Livro que inspirou o filme A rede social, de David Fincher, um dos melhores do ano e talvez favorito ao Oscar. A prosa sedutora de Mezrich é quase , de fato, um roteiro para cinema, com diálogos frenéticos e carregadas descrições. Mark Zuckerberg, que se recusou a ajudar no livro/filme, é um geek levemente psicopata, avesso a encontros sociais. O melhor amigo, Eduardo Saverin, um nerd mais descolado -- para não dizer yuppie. Numa travessura à lá Bill Gates -- Mark prometera ajuda aos gêmeos Winklevoss para a criação de uma rede social e acabou criando uma para si --, o sujeito mais estranho de Harvard criou um site de encontros que estimula o encontro entre conhecidos de conhecidos, ou amigos de amigos, ou as combinações entre as duas esferas. A escrita do código que organizaria tanta complexidade começou numa noite gelada, Mark sentado à mesa com notebook e pc ligados, alternando digitação e goles de cerveja. Foi assim que ele resolveu a tristeza de ter sido dispensado por um garota. Um gênio. Ou um traidor? Saverin, co-criador que garantiu a sobrevivência do site na rede com dinheiro do próprio bolso, preferiu Harvard à uma mudança para a Califórnia, como queria Zuckerberg. E Mark, friamente, distribuiu as ações do (ex) amigo aos novos investidores. A não-ficção de Mezrich, inspirada em centenas de páginas de processos judiciais e entrevistas, recusa-se a julgar Mark. Mas venera o legado do Facebook.

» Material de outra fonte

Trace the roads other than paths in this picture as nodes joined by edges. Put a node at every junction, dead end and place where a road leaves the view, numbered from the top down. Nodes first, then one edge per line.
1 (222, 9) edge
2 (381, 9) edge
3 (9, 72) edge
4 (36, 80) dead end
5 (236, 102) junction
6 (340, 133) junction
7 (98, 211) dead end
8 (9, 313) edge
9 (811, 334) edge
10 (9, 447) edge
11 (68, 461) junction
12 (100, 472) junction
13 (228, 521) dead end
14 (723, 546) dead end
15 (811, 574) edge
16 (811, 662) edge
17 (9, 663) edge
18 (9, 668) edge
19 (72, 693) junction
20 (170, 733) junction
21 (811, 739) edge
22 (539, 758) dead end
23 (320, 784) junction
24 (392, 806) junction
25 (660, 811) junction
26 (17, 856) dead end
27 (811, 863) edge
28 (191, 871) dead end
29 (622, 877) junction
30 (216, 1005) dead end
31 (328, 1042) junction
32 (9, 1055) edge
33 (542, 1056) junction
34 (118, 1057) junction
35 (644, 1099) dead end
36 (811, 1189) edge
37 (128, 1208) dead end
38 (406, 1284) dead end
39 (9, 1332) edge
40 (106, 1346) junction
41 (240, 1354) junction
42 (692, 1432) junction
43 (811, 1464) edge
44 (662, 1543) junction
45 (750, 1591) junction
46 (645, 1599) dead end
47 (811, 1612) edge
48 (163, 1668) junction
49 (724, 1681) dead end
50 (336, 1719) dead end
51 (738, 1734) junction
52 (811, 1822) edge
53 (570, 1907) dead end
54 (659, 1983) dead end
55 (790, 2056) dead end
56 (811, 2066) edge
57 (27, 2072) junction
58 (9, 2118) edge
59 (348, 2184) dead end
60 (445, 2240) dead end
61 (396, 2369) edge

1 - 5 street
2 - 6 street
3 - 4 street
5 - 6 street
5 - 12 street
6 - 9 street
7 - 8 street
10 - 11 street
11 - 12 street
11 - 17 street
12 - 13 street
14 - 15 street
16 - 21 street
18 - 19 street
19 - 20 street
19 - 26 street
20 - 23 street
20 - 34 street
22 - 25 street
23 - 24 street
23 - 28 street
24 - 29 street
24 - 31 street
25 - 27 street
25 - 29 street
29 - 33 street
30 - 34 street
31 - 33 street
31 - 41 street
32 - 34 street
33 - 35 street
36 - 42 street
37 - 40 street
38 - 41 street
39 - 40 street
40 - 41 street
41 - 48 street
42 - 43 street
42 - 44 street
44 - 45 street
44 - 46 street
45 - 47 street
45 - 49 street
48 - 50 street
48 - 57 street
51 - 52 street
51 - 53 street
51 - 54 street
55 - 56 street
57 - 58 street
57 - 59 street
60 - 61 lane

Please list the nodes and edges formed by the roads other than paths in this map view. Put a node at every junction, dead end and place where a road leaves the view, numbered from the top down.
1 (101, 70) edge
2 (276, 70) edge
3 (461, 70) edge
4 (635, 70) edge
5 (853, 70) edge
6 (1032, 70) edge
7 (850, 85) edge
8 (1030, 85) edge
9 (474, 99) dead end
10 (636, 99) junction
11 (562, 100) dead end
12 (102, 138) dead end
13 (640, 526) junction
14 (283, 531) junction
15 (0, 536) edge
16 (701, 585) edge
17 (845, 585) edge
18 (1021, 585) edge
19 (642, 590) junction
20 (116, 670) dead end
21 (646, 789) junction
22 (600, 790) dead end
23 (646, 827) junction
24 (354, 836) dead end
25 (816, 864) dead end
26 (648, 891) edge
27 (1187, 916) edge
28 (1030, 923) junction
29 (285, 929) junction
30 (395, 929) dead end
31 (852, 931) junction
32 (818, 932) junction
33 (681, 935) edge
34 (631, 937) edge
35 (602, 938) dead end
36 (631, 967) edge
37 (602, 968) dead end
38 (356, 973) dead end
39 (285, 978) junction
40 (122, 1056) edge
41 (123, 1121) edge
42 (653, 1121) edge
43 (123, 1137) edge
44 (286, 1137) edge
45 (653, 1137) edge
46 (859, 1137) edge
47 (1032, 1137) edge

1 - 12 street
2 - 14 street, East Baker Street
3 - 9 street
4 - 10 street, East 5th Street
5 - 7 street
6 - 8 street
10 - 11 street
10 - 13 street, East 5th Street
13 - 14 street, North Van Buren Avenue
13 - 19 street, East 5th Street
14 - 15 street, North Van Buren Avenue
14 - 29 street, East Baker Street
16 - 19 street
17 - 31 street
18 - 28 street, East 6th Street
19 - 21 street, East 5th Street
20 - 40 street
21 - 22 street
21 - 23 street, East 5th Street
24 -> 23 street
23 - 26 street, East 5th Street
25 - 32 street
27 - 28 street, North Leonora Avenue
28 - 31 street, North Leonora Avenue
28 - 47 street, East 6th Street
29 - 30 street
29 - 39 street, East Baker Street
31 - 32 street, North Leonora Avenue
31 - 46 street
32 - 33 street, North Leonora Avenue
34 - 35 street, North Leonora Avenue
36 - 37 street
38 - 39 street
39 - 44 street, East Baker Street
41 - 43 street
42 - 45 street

2 A vida secreta das árvores, de Ram Singh Urveti, Bhajju Shyam e Durga Bai. Tradução: Monica Stahel. WMF Martins Fontes, 44 páginas

As gravuras e textos de três dos principais artistas gondes (tribo no centro da Índia), publicados originalmente pela editora indiana Tara Books, têm algo de fantasmagórico e deslumbrante. Enquanto durante o dia a sombra gostosa e frondosa serve de abrigo e fornece conforto a animais e homens, à noite, os troncos são incorporados por espíritos lendários e contam narrativas folclóricas. Impresso em papel feito à mão, em serigrafia, o livro é um objeto de arte: dá até pra sentir o cheirinho de folhas úmidas e ouvir o sussurrar noturno de galhos agitados. A vida secreta é uma experiência completamente orgânica, uma peça artesanal que praticamente inexiste no mercado editorial.

1 A máquina de Joseph Walser, de Gonçalo M. Tavares. Companhia das Letras, 168 páginas

Joseph Walser é homem neutro. Presta serviços pesados na indústria em que trabalha, operando uma máquina. E tem um fetiche: coleciona pequenas peças metálicas e as cataloga minuciosamente, num quarto secreto. É oprimido pelo chefe e quase intocado pela esposa. Num deslize, sofre um acidente e perde um dedo. A guerra invade a cidade. E Walser continua neutro. Trabalha, coleta artefatos para a coleção, e joga dados com os amigos aos sábados. Tavares, num temperamento kafkiano, escreve com absurda economia de palavras, em capítulos curtos, um tratado cru, angustiante sobre a relação entre homem e máquina. Walser não dá uma palavra, não diz uma frase. Mas não é mudo. O seu silêncio fala. A sua neutralidade é sabedoria. (Não vejo a hora de ler os outros três títulos da tetralogia O reino, série dedicada à maldade.)